=== Excerpted records ===
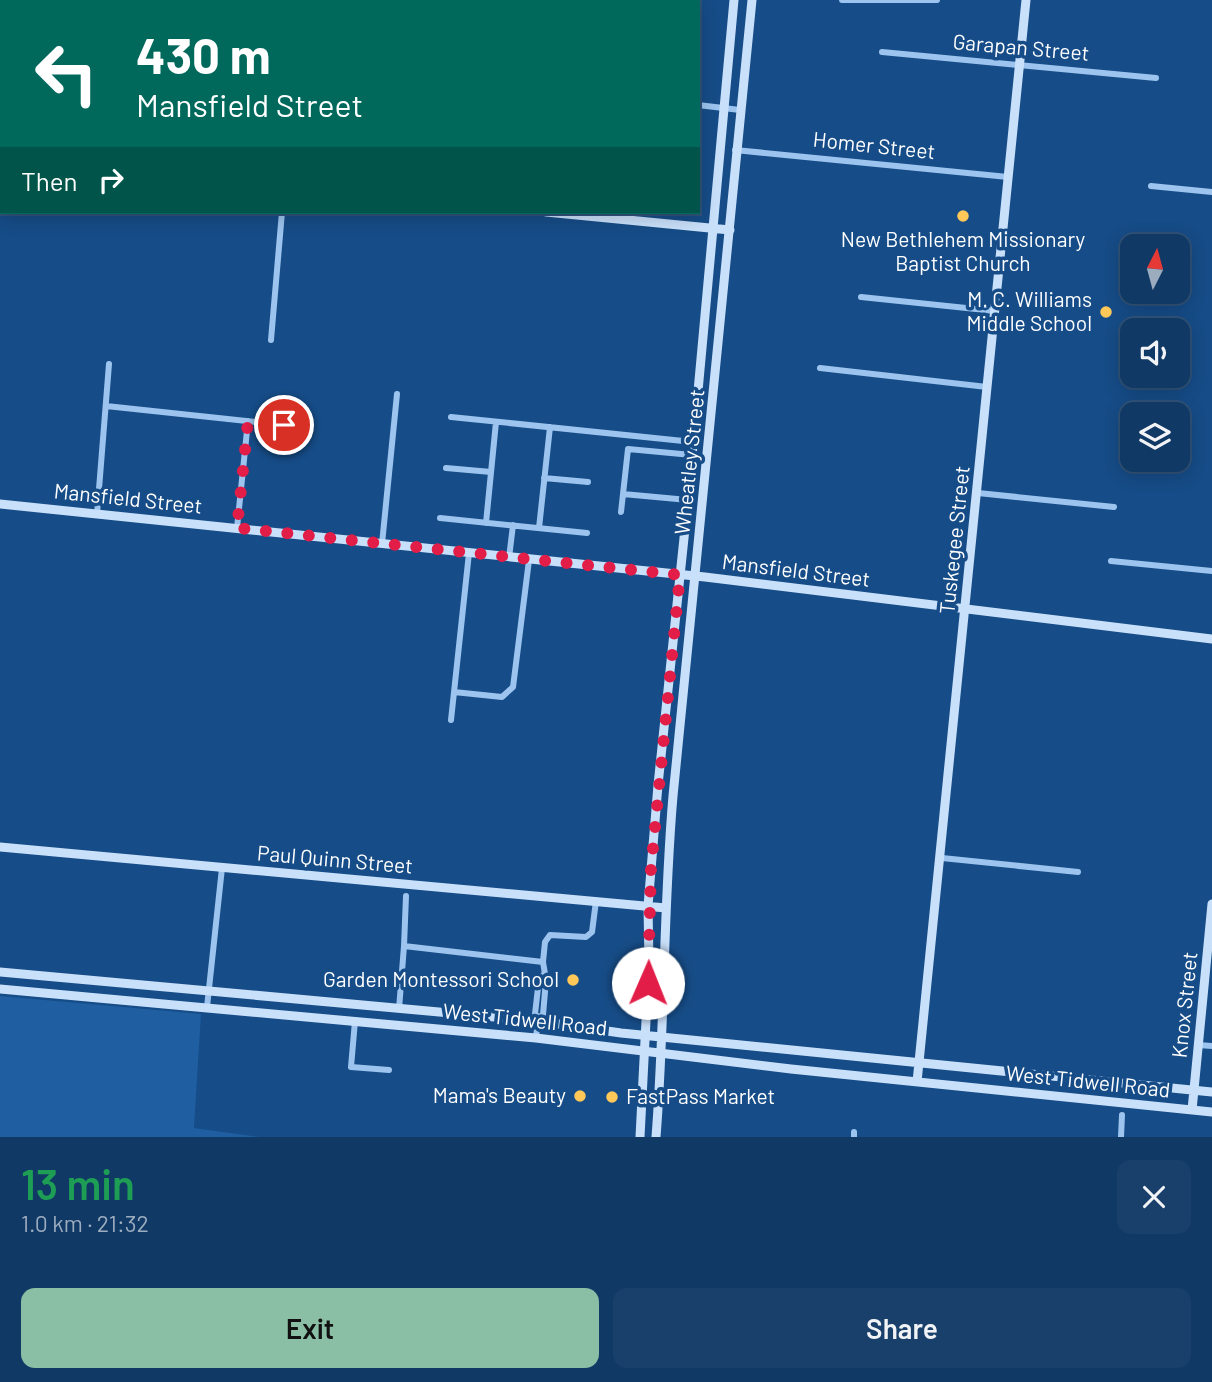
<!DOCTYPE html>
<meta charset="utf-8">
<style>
:root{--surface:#103965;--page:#19406b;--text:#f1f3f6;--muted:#9cacbf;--line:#305379;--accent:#8abfa5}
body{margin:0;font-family:Barlow,sans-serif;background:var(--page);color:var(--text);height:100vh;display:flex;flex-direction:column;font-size:26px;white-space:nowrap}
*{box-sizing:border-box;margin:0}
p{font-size:23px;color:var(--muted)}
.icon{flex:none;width:38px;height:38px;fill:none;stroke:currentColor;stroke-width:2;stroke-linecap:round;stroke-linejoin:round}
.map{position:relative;height:1137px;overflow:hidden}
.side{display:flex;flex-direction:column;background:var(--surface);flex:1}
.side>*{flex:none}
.banner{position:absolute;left:0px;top:0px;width:700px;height:214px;box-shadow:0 4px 18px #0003,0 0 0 2px var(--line);background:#00695c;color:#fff;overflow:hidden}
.needle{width:46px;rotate:6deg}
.fabs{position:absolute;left:1120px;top:234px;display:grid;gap:14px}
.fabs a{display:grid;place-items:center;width:70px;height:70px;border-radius:14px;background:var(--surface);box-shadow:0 4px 18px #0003,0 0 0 2px var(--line);font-size:35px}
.pin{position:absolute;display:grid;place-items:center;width:60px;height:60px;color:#fff;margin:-30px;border:4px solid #fff;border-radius:50%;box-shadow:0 2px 7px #0007}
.me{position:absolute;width:77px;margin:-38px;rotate:1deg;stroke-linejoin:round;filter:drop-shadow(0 0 5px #0008)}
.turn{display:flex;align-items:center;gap:24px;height:147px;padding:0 21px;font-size:32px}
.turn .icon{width:91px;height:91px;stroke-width:2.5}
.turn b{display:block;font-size:49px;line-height:60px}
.then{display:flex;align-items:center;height:66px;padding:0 21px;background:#0003;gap:14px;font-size:26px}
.round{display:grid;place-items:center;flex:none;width:74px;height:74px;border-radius:14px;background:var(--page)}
.summary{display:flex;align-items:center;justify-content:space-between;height:119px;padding:0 21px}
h1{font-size:42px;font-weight:600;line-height:52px;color:#1e9e55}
.action{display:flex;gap:14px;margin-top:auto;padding:14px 21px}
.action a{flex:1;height:80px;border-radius:14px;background:var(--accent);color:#111;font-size:28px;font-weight:600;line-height:80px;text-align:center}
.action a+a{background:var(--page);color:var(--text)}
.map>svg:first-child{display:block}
.green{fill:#1e5ea1}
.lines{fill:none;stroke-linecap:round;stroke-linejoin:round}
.street{stroke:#9cc4ee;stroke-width:6}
.secondary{stroke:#c9e0fa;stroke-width:9}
.route{stroke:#e11d48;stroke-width:12;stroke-dasharray:0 21.6}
.poi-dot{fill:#ffc859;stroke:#164c87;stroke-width:2.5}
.labels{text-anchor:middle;stroke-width:7;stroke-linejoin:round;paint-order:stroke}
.street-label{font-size:21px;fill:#fff;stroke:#164c87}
.poi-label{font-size:21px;fill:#fff;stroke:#164c87;text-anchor:end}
</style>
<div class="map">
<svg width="1212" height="1137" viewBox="0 0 1212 1137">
<rect width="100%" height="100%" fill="#164c87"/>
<path class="green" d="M0 996 201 1014 194 1128 260 1137H0Z"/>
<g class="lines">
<path class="street" d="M842 0H937
M658 2V0
M882 52 1156 78
M698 105 740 110
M735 150 1008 177
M1151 186 1212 192
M861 297 995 311
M271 340 282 212
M820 368 987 387
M106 406 284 425
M451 417 693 442
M446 468 491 472
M544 478 588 482
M978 493 1114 507
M623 494 688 500
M621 512 628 449 692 455
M97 514 109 364
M440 518 587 533
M486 523 496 422
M237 528 248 421
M539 528 550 427
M382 544 397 394
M509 558 513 525
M1111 561 1212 571
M454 692 502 697 513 687 529 560
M451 720 469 553
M942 858 1078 872
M404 946 406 896
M543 962 545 942 550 935 586 937 592 932 596 901
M207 1007 222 868
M399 1009 404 946 543 962 546 980 543 1015 538 1017
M355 1021 351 1067 389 1070
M536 1038 538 1017 535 1014 539 979 543 975
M1198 1045 1212 1046
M854 1137V1132
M1121 1137 1122 1115"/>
<path class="secondary" d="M0 159H2
M546 212 730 230
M0 504 705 577 1212 639
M0 847 666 908
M0 972 538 1021 621 1033 1212 1092
M0 989 536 1038 791 1069 1212 1112
M917 1082 1026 0
M1192 1110 1212 904
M640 1137 649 963 648 906 658 785 688 500 734 0
M656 1137C665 1023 663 910 673 796L752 0"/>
</g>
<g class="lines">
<path class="route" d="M284 425 248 421 237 528 680 575 651 868 648 983"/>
</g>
<g class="poi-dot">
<circle cx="963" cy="216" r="7"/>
<circle cx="1106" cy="312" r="7"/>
<circle cx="573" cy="980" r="7"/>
<circle cx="580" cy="1096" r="7"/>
<circle cx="612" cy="1097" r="7"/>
</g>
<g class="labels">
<g class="street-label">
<text transform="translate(1021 48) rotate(5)" y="7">Garapan Street</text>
<text transform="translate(874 146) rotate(6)" y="7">Homer Street</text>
<text transform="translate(690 462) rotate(-84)" y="7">Wheatley Street</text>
<text transform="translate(128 499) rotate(6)" y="7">Mansfield Street</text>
<text transform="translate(955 540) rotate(-84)" y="7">Tuskegee Street</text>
<text transform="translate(796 571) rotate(7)" y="7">Mansfield Street</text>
<text transform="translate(335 860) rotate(5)" y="7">Paul Quinn Street</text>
<text transform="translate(1185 1005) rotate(-84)" y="7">Knox Street</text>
<text transform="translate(525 1020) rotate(6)" y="7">West Tidwell Road</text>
<text transform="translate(1088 1082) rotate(6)" y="7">West Tidwell Road</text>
</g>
<g class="poi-label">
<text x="963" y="247" text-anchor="middle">New Bethlehem Missionary<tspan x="963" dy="24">Baptist Church</tspan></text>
<text x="1092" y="307">M. C. Williams<tspan x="1092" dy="24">Middle School</tspan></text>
<text x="559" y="987">Garden Montessori School</text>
<text x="566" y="1103">Mama's Beauty</text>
<text x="626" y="1104" text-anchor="start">FastPass Market</text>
</g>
</g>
</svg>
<div class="fabs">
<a><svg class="needle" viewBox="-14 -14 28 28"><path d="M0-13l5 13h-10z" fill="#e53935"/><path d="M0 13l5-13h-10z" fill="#9cacbf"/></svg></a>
<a><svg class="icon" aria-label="sound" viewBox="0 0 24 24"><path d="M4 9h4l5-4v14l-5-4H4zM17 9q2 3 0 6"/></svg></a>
<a><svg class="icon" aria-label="layers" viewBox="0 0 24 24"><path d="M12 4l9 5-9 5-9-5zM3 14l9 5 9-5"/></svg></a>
</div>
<div class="pin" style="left:284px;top:425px;background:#d93025"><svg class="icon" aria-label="arrive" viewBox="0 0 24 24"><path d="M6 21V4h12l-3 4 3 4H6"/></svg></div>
<svg class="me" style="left:648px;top:983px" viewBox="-20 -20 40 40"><circle r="19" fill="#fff"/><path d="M0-13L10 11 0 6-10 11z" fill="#e11d48"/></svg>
<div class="banner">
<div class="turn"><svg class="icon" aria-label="left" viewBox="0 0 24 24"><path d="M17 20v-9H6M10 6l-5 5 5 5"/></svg><div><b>430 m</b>Mansfield Street</div></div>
<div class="then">Then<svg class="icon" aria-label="right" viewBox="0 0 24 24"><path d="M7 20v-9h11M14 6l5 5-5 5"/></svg></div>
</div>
</div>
<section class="side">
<div class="summary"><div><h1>13 min</h1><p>1.0 km · 21:32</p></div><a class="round"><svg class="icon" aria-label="close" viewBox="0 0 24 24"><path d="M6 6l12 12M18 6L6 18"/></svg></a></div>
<div class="action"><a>Exit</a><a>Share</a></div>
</section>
===
● **Task item**:
Among the records above, find the lines that contain "fabs" and copy every one.

● **Task output**:
.fabs{position:absolute;left:1120px;top:234px;display:grid;gap:14px}
.fabs a{display:grid;place-items:center;width:70px;height:70px;border-radius:14px;background:var(--surface);box-shadow:0 4px 18px #0003,0 0 0 2px var(--line);font-size:35px}
<div class="fabs">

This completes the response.